Frequently Asked Questions
What if my child fails the Phonics Screening Check?
First, it is not officially called a “fail” — your child has not met the threshold. This simply means the school will provide additional phonics support, and your child will re-sit the check in Year 2. Most children who do not meet the threshold in Year 1 meet it the following year.
Why does my child need to read nonsense words?
Pseudo-words test whether children can apply phonics rules to unfamiliar words. A child who reads “cat” might be recognising the word by sight. A child who reads “zog” is demonstrating genuine decoding ability. This is the skill that allows children to read new words independently.
My child can read but cannot spell. Should I be worried?
Reading and spelling use the same phonics knowledge but in opposite directions (blending vs segmenting). It is common for reading to be ahead of spelling. If the gap is significant, practise segmenting — breaking spoken words into their component sounds — alongside reading practice.

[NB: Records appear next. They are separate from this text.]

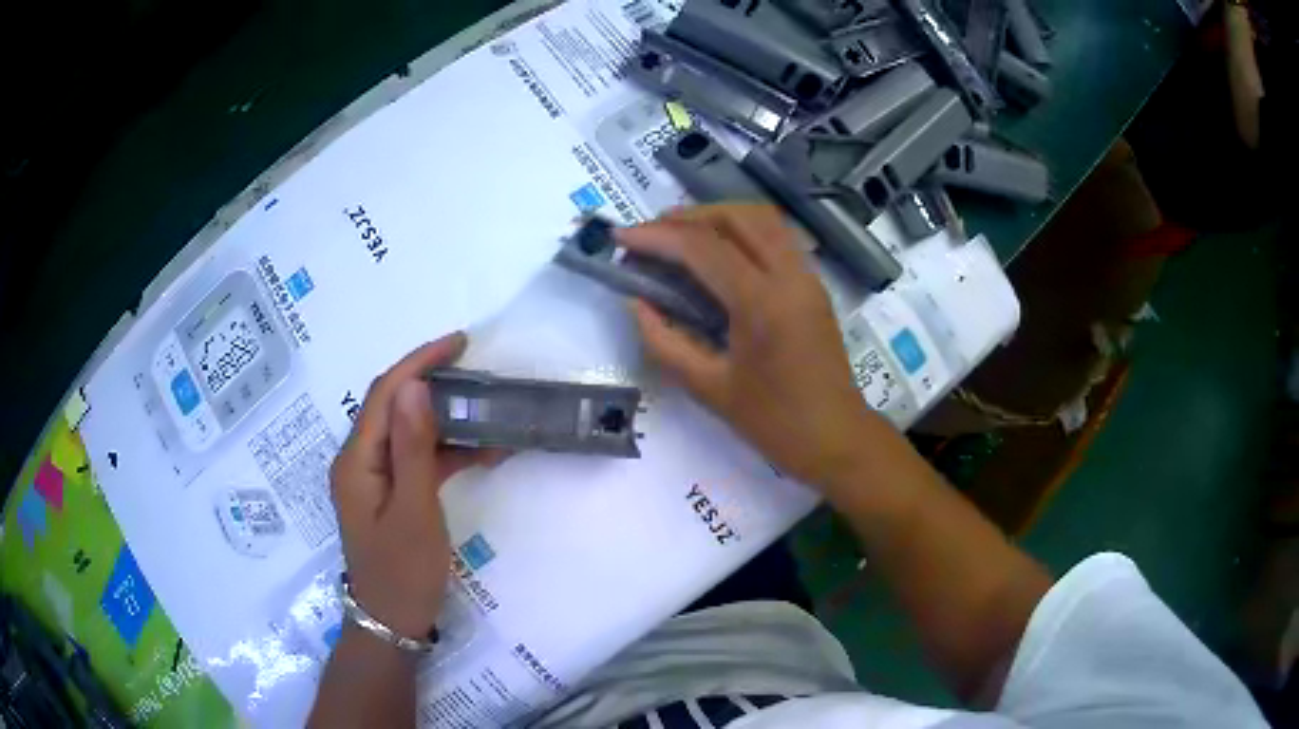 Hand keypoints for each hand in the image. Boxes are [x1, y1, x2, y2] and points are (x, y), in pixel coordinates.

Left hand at [329, 333, 496, 637]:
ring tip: (484, 406)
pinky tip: (478, 451)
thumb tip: (414, 385)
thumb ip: (413, 448)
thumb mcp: (414, 511)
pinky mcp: (387, 493)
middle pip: (392, 406)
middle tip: (475, 368)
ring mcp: (372, 478)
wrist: (392, 622)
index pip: (385, 394)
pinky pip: (414, 458)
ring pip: (406, 431)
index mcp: (357, 460)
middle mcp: (359, 460)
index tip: (459, 342)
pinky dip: (444, 450)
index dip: (419, 362)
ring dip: (442, 417)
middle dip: (430, 381)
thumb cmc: (403, 572)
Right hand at [620, 204, 874, 487]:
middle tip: (649, 233)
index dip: (656, 236)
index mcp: (762, 304)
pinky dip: (741, 230)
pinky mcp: (813, 284)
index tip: (620, 237)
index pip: (703, 248)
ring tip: (679, 234)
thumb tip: (636, 303)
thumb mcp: (709, 389)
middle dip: (687, 216)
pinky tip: (717, 251)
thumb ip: (665, 343)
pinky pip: (776, 237)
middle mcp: (789, 276)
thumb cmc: (774, 424)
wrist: (837, 438)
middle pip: (736, 217)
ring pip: (762, 218)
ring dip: (717, 216)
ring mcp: (807, 276) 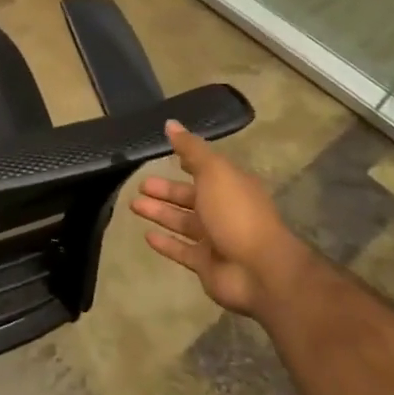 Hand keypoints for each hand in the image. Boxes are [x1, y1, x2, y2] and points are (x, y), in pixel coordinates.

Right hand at [129, 120, 310, 315]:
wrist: (259, 271)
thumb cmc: (236, 213)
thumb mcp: (214, 172)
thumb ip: (191, 149)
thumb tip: (171, 123)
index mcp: (231, 186)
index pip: (206, 170)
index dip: (188, 162)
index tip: (166, 155)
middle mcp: (224, 210)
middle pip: (189, 197)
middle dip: (165, 190)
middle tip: (140, 185)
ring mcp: (216, 240)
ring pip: (182, 222)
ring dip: (159, 213)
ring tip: (134, 205)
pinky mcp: (206, 264)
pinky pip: (181, 251)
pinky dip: (165, 243)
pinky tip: (146, 236) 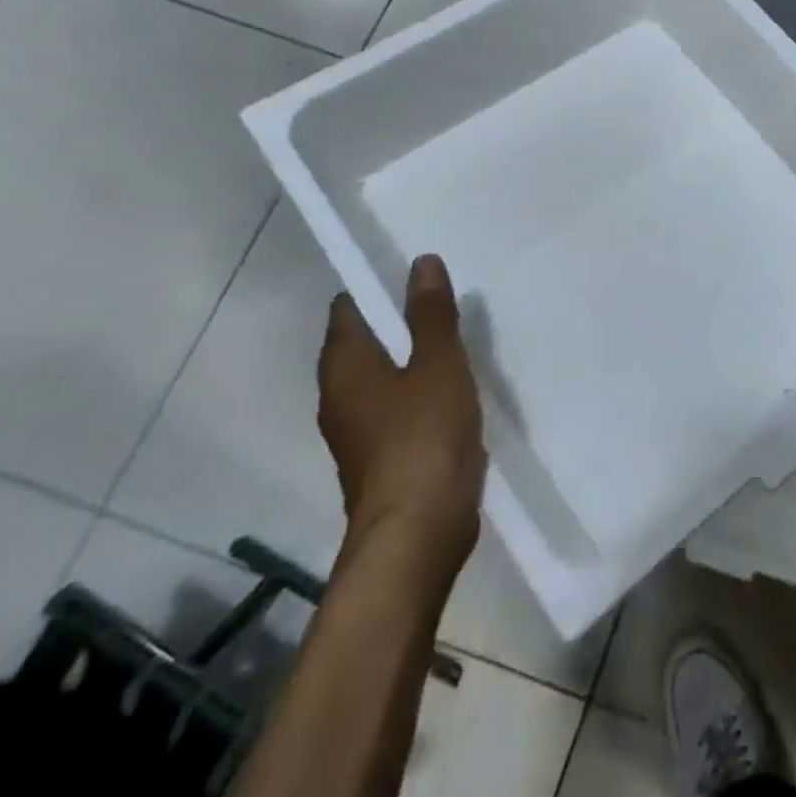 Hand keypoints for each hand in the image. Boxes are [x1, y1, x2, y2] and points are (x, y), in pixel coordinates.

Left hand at [317, 254, 486, 570]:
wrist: (417, 533)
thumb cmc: (423, 437)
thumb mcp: (439, 365)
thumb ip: (431, 315)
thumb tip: (422, 262)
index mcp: (345, 367)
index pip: (348, 309)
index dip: (377, 286)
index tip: (416, 274)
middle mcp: (340, 396)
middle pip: (364, 343)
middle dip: (399, 321)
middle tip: (445, 301)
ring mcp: (359, 432)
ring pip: (383, 378)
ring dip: (412, 359)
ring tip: (455, 340)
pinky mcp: (382, 459)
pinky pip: (398, 409)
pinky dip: (420, 392)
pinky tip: (455, 391) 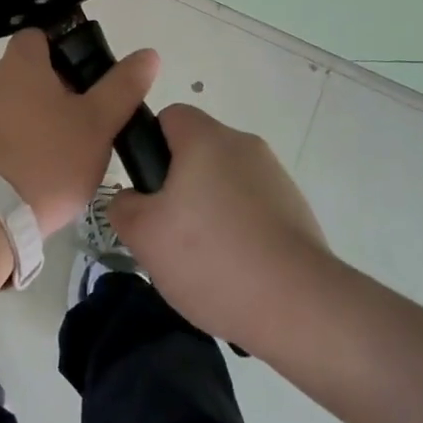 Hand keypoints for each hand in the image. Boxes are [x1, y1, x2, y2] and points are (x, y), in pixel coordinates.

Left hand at [0, 30, 159, 236]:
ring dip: (53, 113)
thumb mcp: (98, 121)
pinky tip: (57, 161)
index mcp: (21, 63)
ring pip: (28, 100)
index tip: (93, 71)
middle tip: (97, 108)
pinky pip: (15, 127)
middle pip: (37, 69)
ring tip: (82, 139)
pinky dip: (36, 135)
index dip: (68, 45)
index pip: (40, 34)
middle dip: (67, 84)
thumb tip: (147, 55)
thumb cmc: (51, 156)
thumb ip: (123, 86)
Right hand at [109, 105, 335, 353]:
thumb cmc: (211, 257)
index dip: (151, 144)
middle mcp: (244, 145)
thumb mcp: (143, 235)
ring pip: (226, 181)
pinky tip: (235, 271)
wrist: (299, 306)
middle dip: (179, 183)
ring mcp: (276, 177)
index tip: (148, 186)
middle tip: (167, 230)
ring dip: (210, 208)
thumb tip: (132, 198)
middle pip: (198, 151)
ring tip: (202, 260)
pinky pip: (253, 208)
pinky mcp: (297, 210)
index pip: (170, 116)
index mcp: (206, 138)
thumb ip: (123, 205)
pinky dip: (240, 229) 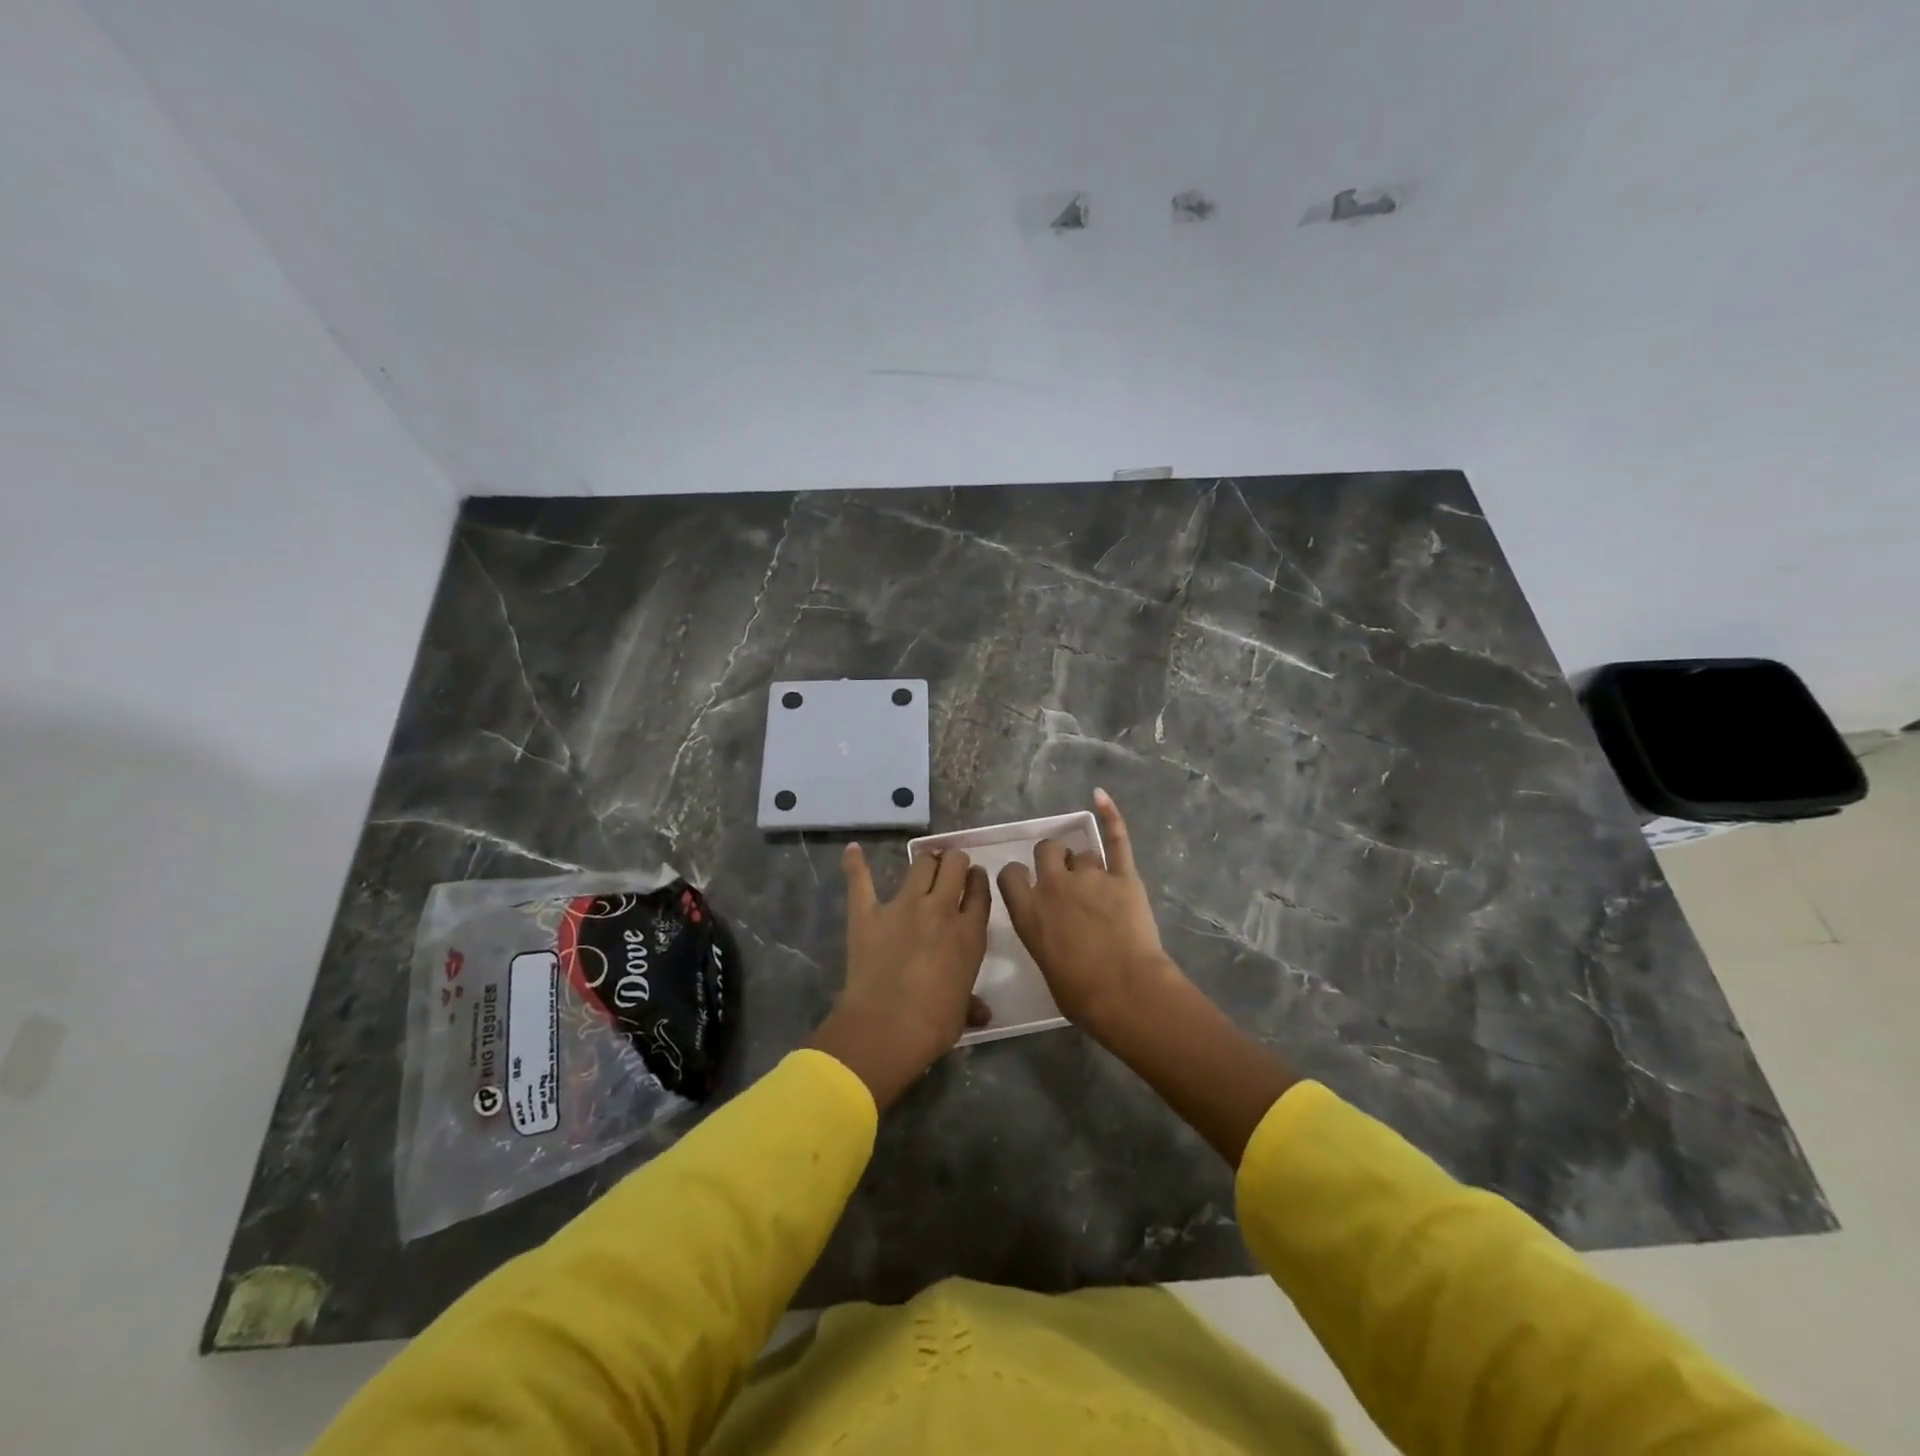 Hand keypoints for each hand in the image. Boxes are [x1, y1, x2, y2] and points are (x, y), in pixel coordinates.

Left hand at [806, 843, 991, 1109]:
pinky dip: (856, 864)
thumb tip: (982, 1012)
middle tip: (950, 869)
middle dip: (954, 861)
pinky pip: (861, 881)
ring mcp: (903, 906)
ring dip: (926, 861)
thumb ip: (971, 1003)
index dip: (977, 880)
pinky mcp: (868, 912)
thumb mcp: (961, 1011)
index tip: (974, 878)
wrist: (888, 1027)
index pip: (979, 892)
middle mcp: (940, 909)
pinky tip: (853, 851)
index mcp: (969, 933)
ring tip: (925, 865)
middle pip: (953, 865)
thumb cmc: (934, 1025)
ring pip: (921, 863)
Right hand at [997, 789, 1182, 1036]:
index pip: (1010, 874)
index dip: (1018, 876)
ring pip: (1082, 853)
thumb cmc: (1081, 995)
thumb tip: (1053, 931)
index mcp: (1028, 912)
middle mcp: (1053, 886)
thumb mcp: (1045, 965)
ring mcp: (1090, 877)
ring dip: (1085, 864)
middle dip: (1053, 859)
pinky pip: (1116, 840)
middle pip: (1046, 850)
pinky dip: (1110, 816)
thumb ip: (1043, 936)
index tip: (1026, 883)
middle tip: (1065, 881)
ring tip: (1097, 884)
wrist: (1125, 992)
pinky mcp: (1123, 877)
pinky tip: (1101, 796)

Should I teach my child to read before school?
There is no need to formally teach phonics before school — Reception will do this systematically. However, reading to your child daily, playing with sounds and rhymes, and singing nursery rhymes all build the phonological awareness that makes formal phonics teaching easier.
My child's school uses a different phonics programme. Does it matter?
The underlying phonics knowledge is the same regardless of programme. The differences are mainly in teaching order and resources. Ask your school which programme they use so you can support at home using consistent terminology.
When does phonics stop being taught?
Most schools complete formal phonics teaching by the end of Year 2 (Phase 6). After this, phonics knowledge is applied and extended through spelling work in Years 3–6. However, some children continue to receive targeted phonics support beyond Year 2 if gaps remain.